### WHAT YOU ARE ASKED TO DO
An exact, complete copy of the entries that follow is needed.

======== MATERIAL PROVIDED ========

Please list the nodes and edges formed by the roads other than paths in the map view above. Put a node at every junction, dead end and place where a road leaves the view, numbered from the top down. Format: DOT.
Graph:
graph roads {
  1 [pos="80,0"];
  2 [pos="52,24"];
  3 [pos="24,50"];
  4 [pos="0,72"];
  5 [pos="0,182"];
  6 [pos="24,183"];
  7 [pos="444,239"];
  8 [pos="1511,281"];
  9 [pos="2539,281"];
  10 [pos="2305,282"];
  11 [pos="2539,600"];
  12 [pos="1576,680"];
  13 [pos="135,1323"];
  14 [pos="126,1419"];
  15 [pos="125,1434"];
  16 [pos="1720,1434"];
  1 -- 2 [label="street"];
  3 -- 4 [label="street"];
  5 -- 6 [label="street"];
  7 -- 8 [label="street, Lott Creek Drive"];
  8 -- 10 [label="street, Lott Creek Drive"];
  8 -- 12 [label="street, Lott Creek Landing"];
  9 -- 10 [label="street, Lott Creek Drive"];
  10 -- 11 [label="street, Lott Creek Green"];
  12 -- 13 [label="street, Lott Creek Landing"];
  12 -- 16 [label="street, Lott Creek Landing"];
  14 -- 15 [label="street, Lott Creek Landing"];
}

========

### RESPONSE TO THIS EXERCISE
Please list the nodes and edges formed by the roads other than paths in the map view above. Put a node at every junction, dead end and place where a road leaves the view, numbered from the top down. Format: DOT.
Graph:
graph roads {
  1 [pos="80,0"];
  2 [pos="52,24"];
  3 [pos="24,50"];
  4 [pos="0,72"];
  5 [pos="0,182"];
  6 [pos="24,183"];
  7 [pos="444,239"];
  8 [pos="1511,281"];
  9 [pos="2539,281"];
  10 [pos="2305,282"];
  11 [pos="2539,600"];
  12 [pos="1576,680"];
  13 [pos="135,1323"];
  14 [pos="126,1419"];
  15 [pos="125,1434"];
  16 [pos="1720,1434"];
  1 -- 2 [label="street"];
  3 -- 4 [label="street"];
  5 -- 6 [label="street"];
  7 -- 8 [label="street, Lott Creek Drive"];
  8 -- 10 [label="street, Lott Creek Drive"];
  8 -- 12 [label="street, Lott Creek Landing"];
  9 -- 10 [label="street, Lott Creek Drive"];
  10 -- 11 [label="street, Lott Creek Green"];
  12 -- 13 [label="street, Lott Creek Landing"];
  12 -- 16 [label="street, Lott Creek Landing"];
  14 -- 15 [label="street, Lott Creek Landing"];
}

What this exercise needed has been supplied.